Whereas in Neon Lights, they just want to F with you so much because he’s got anxiety, so it leaves you as an audience member not knowing what’s going on, feeling very uncomfortable, and it doesn’t make sense.
Neon Lights Movie Ending Explained
Why is this movie called Neon Lights? Some of the bedrooms have neon lights, and, you know, he’s a bit eccentric metaphor. I will say it’s very clear that once we hit that midway point, we get quite an interesting twist, and then at that midway point,t the movie’s just rushing to get to the big finale and the big reveal. And I’ll be honest. Those reveals come in at the very end, like the very end of the movie.
Everything’s not explained, and then we’ve got a few minutes to breathe. No, you have time to think about this when the credits are rolling and no time sooner. But Clay’s anxiety just gets too much. He’s clearly struggling with the family dynamics.
But then, as it’s going on, he starts to get a little bit more confident, but it feels like that kind of false confidence, and ultimately it just becomes very scary. He’s doing the kind of fake evil laugh. It’ss kind of a joker-ish thing going on.
And it’s weird because, throughout the movie, you don’t like him. To begin with, you do feel for him when his brothers are just total dicks. But then, as it’s going on and he starts becoming less anxious and trying to be more controlling, you don’t like Clay.
Whilst you watch the movie, you’ll like him less and less. Once you make sense of the film and everything comes together, you realize he’s not so bad. And that’s what I mean by it doesn’t seem to do well for mental health because it’s really painting a person with anxiety here as the villain because of their anxiety.
Who Kills Clay’s Family?
The first murder undoubtedly occurs soon after the family gathers. During their first evening together at Clay’s home, James is the first one to die in a string of murders. Benny is the next victim, and by the time it reaches Clarissa, the killer’s identity—Denver Kane—has finally been revealed.
Yet, as Clay’s madness intensifies, we come to understand that Denver Kane is a creation of Clay’s trauma and that Clay is accountable for all the gruesome killings. Denver Kane, who is once again Clay’s murderous side, pursues Blair while an unstable and insane Clay tries to stop him.

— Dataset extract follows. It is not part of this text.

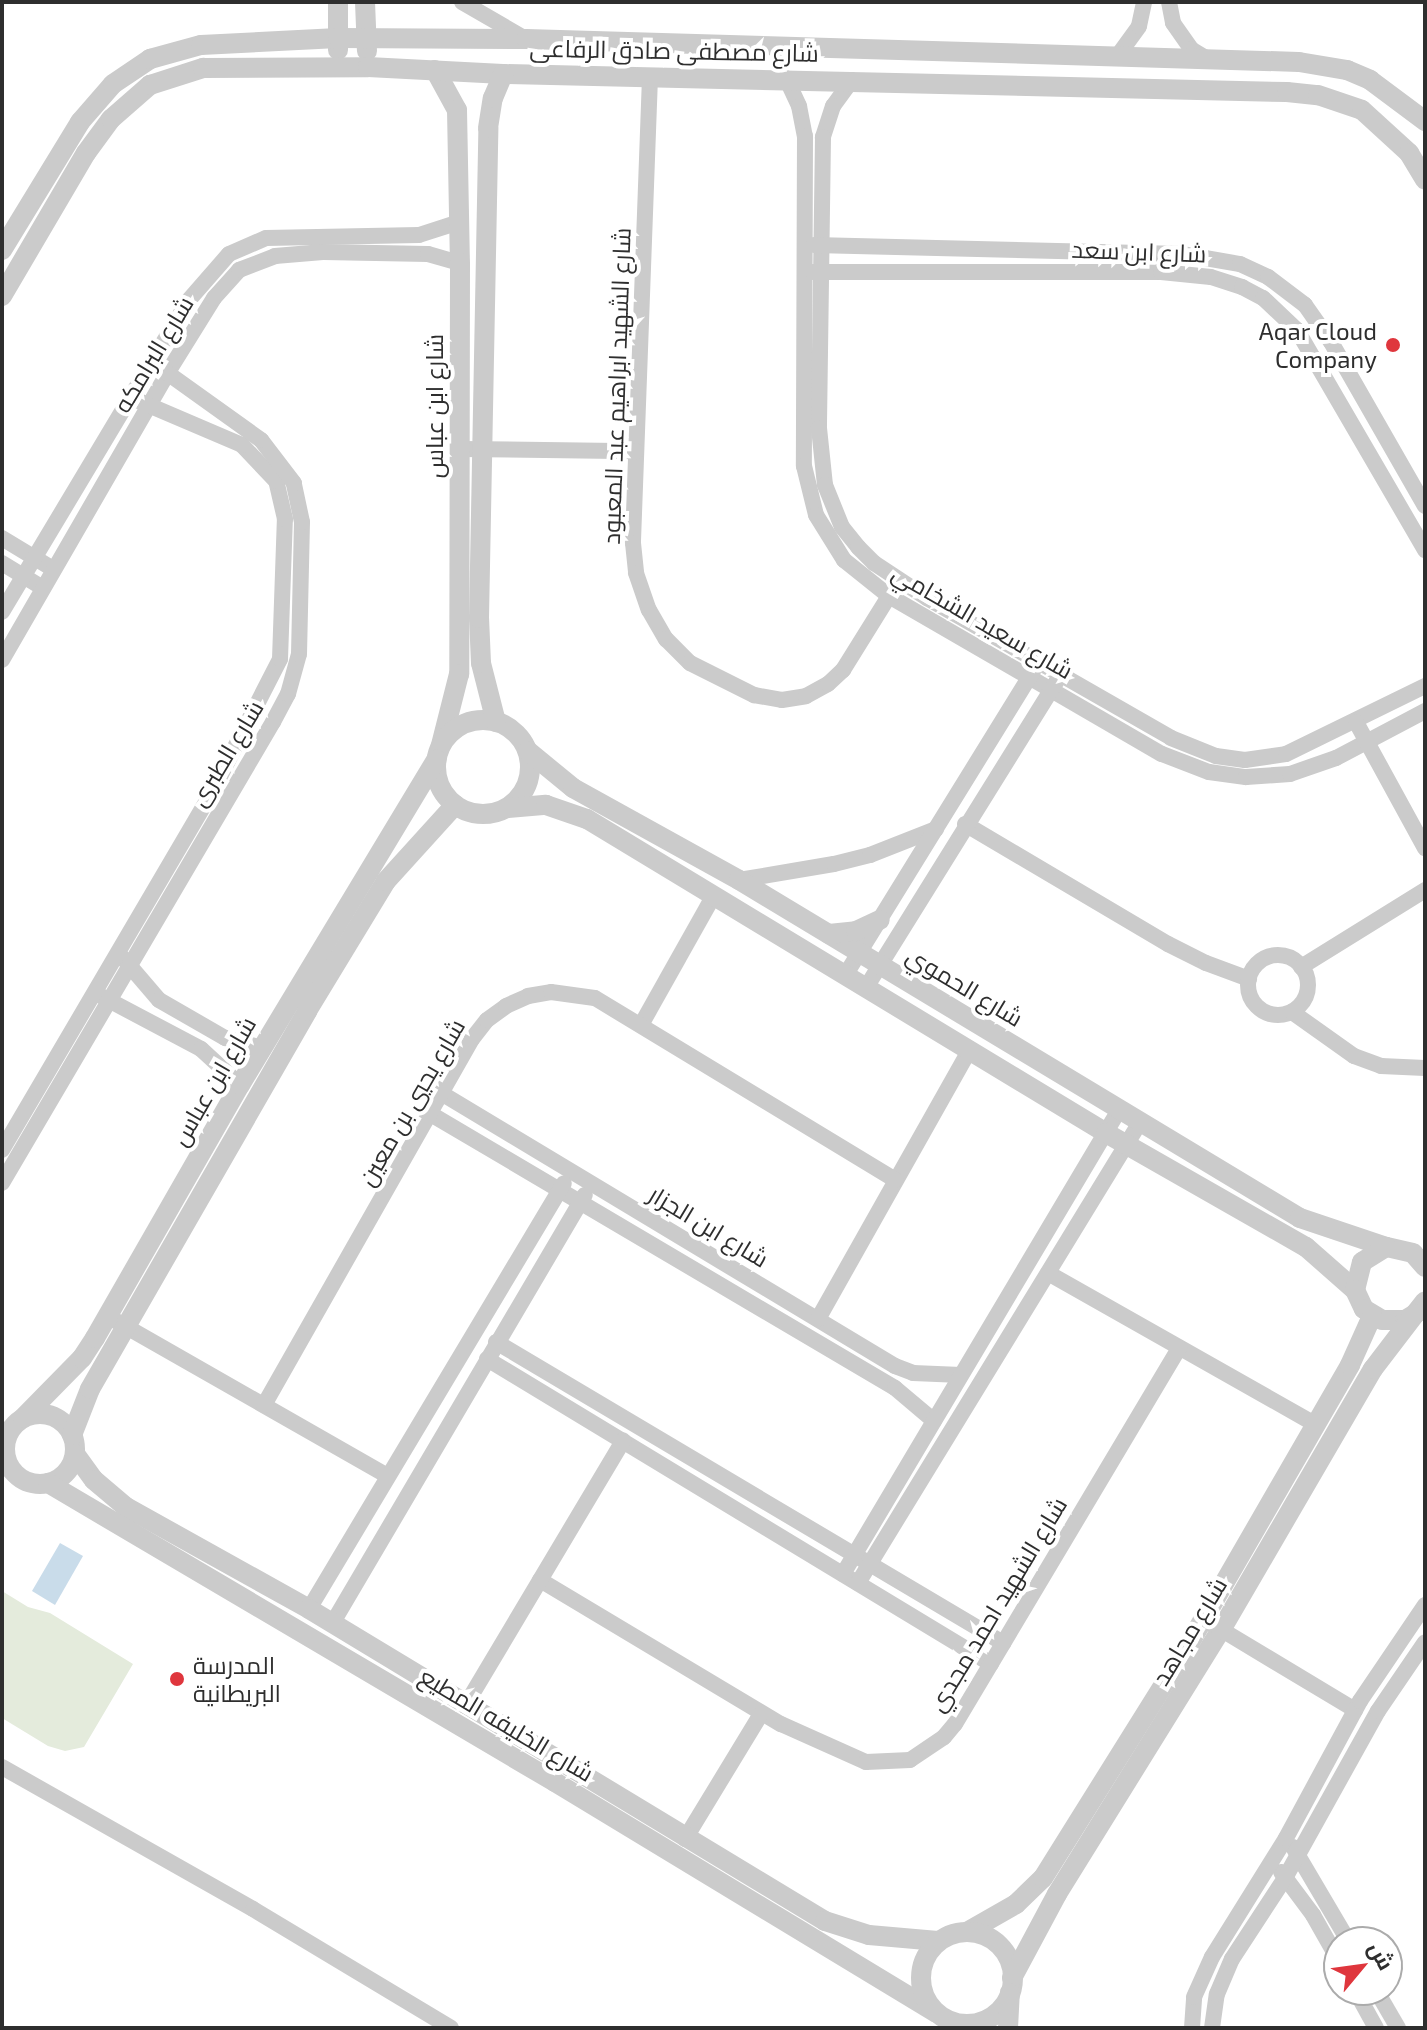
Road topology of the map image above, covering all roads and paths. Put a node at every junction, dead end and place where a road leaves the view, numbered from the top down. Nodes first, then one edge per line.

In the end, Blair dies as a result of Clay’s insanity. In the end, Clay kills his dad as well because he is the only person remaining, and there is no one else to save. But then comes Clay’s therapy appointment right after. It’s a breakthrough that he has dealt with his history and traumas. Everything he experienced was a mental allegory for the abuse he had suffered on the part of his family.
He eliminated the trauma they had intentionally or unintentionally caused him by bringing them back together and ultimately killing them in the estate inside his head. So the issue of whether he killed his family or not still stands. A shot of a newspaper story that is presented toward the film’s end gives an answer to that question.
A photograph of his father, his siblings, and Clarissa with the headline “Media Mogul Murders Family.” This is Clay’s background that is frequently hinted at throughout the first act of the film. He must recover from his trauma: He holds himself responsible for his father killing his family because he was powerless to stop him.